Let p be an arbitrary element of (A X B\C). It follows there exist x and y s.t. p = (x,y) and $x \in A$ and $y \in B \setminus C$. So $y \in B$ and $y \notin C$. Since $x \in A$ and $y \in B$, so $p \in (A X B)$. Since $y \notin C$, so $p \notin (A X C)$. Hence $p \in (A X B) \setminus (A X C)$. Since p is arbitrary, so $(A X B\C) \subseteq (A X B) \setminus (A X C)$
Now let p be an arbitrary element of $(A X B) \setminus (A X C)$. Then $p \in (A X B)$ and $p \notin (A X C)$. It follows that there exist x and y s.t. p = (x,y). Since $p \in (A X B)$, so $x \in A$ and $y \in B$. Since $p \notin (A X C)$, so either $x \notin A$ or $y \notin C$.. but we already saw that $x \in A$, so $y \notin C$. Since $x \in A$, $y \in B$ and $y \notin C$. So $p \in A X (B \setminus C)$. Since p is arbitrary, so $(A X B) \setminus (A X C) \subseteq (A X B\C)$
Thus $(A X B\C) = (A X B) \setminus (A X C)$
Ex-9 Let p be an arbitrary element of $(A X B) \setminus (C X D)$. Then $p \in (A X B)$ and $p \notin (C X D)$. Thus there exist x and y s.t. p = (x,y). Since $p \in (A X B)$, so $x \in A$ and $y \in B$. Since $p \notin (C X D)$, so either $x \notin C$ or $y \notin D$. Let us consider both the cases.
Case#1: $x \notin C$
Since $x \in A$ and $y \in B$ and $x \notin C$, so $p \in (A \setminus C) X B$. Thus $p \in [A X (B \setminus D)] \cup [(A \setminus C) X B]$
Case#2: $y \notin D$
Since $x \in A$ and $y \in B$ and $y \notin D$, so $p \in A X (B \setminus D)$. Thus $p \in [A X (B \setminus D)] \cup [(A \setminus C) X B]$
Since p is arbitrary, $(A X B) \setminus (C X D) \subseteq [A X (B \setminus D)] \cup [(A \setminus C) X B]$
Again, Let p be an arbitrary element of $[A X (B \setminus D)] \cup [(A \setminus C) X B]$. Then either $p \in A X (B \setminus D)$ or $p \in (A \setminus C) X B$. Let us consider both the cases.
Case#1: $p \in A X (B \setminus D)$
Then there exist x and y s.t. p = (x,y) and $x \in A$ and $y \in B$ and $y \notin D$. Since $x \in A$ and $y \in B$, so $p \in (A X B)$. Also since $y \notin D$, so $p \notin (C X D)$. Thus $p \in (A X B) \setminus (C X D)$
Case#2: $p \in (A \setminus C) X B$
we can use similar argument as above case to prove that $p \in (A X B) \setminus (C X D)$
Now since p is arbitrary, so $[A X (B \setminus D)] \cup [(A \setminus C) X B] \subseteq (A X B) \setminus (C X D)$
Thus $(A X B) \setminus (C X D)$ = $[A X (B \setminus D)] \cup [(A \setminus C) X B]$
Ex-10 Suppose (A X B) and (C X D) are disjoint.

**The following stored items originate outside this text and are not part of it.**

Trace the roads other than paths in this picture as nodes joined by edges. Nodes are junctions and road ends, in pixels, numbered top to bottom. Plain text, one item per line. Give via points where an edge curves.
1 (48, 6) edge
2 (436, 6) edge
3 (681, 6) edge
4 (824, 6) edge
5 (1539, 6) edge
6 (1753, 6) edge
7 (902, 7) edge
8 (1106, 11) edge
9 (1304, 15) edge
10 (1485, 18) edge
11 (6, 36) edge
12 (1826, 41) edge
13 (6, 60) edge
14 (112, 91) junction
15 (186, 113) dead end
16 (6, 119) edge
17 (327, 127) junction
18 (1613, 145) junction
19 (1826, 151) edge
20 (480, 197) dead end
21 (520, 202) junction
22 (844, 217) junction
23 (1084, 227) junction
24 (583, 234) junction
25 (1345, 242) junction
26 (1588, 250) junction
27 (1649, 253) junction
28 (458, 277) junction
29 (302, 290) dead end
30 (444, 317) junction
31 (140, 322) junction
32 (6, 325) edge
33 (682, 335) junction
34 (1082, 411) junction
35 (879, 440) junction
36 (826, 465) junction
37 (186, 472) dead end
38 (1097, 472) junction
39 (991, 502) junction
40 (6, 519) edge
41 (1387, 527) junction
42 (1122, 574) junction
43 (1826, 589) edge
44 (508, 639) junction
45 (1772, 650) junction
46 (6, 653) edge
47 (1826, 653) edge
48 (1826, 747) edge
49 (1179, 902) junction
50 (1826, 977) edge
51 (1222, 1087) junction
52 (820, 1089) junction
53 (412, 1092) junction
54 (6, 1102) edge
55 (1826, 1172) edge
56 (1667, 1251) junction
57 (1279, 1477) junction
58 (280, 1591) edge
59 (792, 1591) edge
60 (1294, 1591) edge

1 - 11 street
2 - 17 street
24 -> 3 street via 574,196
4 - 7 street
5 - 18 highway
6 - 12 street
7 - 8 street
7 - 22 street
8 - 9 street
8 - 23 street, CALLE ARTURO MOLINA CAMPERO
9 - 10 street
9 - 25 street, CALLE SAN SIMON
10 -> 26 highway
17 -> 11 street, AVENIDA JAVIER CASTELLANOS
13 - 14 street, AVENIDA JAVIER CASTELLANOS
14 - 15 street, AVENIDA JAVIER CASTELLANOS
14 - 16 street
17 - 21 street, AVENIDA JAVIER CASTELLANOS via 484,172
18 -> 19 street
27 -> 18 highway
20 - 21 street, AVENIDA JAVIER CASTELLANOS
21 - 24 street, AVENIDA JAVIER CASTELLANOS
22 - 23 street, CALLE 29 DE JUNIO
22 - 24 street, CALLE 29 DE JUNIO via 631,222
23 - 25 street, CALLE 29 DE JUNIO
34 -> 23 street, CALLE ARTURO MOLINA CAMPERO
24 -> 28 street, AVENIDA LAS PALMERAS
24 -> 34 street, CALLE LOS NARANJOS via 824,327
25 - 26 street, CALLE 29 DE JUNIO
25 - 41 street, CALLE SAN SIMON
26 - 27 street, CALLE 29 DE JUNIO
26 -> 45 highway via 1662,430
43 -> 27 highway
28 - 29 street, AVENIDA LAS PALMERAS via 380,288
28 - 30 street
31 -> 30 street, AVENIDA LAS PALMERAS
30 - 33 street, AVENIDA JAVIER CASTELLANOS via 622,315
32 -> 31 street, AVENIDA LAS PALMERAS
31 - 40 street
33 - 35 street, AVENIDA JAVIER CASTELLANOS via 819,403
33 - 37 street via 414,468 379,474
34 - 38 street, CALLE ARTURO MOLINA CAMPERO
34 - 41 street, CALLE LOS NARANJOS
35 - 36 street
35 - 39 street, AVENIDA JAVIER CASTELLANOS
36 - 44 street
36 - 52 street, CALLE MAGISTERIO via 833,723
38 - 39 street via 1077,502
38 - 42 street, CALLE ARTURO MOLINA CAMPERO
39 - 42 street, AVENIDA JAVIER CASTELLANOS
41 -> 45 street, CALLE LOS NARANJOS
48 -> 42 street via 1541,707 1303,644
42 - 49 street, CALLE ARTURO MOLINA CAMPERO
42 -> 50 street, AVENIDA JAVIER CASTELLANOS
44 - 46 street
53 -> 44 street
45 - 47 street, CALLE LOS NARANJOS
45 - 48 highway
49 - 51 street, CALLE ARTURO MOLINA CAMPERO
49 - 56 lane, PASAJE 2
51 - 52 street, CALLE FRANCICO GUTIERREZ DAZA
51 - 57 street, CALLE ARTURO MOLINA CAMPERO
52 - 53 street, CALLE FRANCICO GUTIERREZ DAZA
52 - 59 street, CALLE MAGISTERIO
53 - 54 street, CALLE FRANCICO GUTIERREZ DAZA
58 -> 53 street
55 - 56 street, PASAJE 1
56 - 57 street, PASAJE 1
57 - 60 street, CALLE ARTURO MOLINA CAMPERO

Let (x,y) be an arbitrary ordered pair of (A X B), it follows that $(x,y) \notin (C X D)$. So either $x \notin C$ or $y \notin D$. Since x,y are arbitrary, Thus either A and C are disjoint or B and D are disjoint.
Ex-11
(a) Let (x,y) be an ordered pair in $\cup_{i \in I}(A_i X B_i)$. Then there exists a particular $k \in I$ s.t. $(x,y) \in A_k X B_k$. It follows that $x \in A_k$ and $y \in B_k$. Since $x \in A_k$, so $x \in \cup_{i \in I}A_i$. Also since $y \in B_k$, so $y \in \cup_{i \in I}B_i$. So $(x,y) \in \cup_{i \in I}A_i X \cup_{i \in I}B_i$. Since x,y is arbitrary, so $\cup_{i \in I}(A_i X B_i) \subseteq \cup_{i \in I}A_i X \cup_{i \in I}B_i$
(b) Let (x,y) be an arbitrary ordered pair in $\cup_{p \in P}C_p$. Then there exists a particular ordered pair (l,m) in P s.t. $(x,y) \in C_{(l,m)}$. Since $C_{(l,m)} = A_l X B_m$, So $(x,y) \in A_l X B_m$. Then $x \in A_l$ and $y \in B_m$. Since $x \in A_l$, so $x \in \cup_{i \in I}A_i$. Also since $y \in B_m$, so $y \in \cup_{i \in I}B_i$. Thus $(x,y) \in \cup_{i \in I}A_i X \cup_{i \in I}B_i$. Since (x,y) is arbitrary, so $\cup_{p \in P}C_p \subseteq \cup_{i \in I}A_i X \cup_{i \in I}B_i$
Again, Let (x,y) be and arbitrary ordered pair in $\cup_{i \in I}A_i X \cup_{i \in I}B_i$. Then $x \in \cup_{i \in I}A_i$ and $y \in \cup_{i \in I}B_i$. Since $x \in \cup_{i \in I}A_i$, so there exists a particular $l \in I$ s.t. $x \in A_l$ and similarly there exists a particular $m \in I$ s.t. $y \in B_m$. So $(x,y) \in A_l X B_m$. Then $(x,y) \in C_{(l,m)}$. So $(x,y) \in \cup_{p \in P}C_p$. Since (x,y) is arbitrary, so $\cup_{i \in I}A_i X \cup_{i \in I}B_i \subseteq \cup_{p \in P}C_p$.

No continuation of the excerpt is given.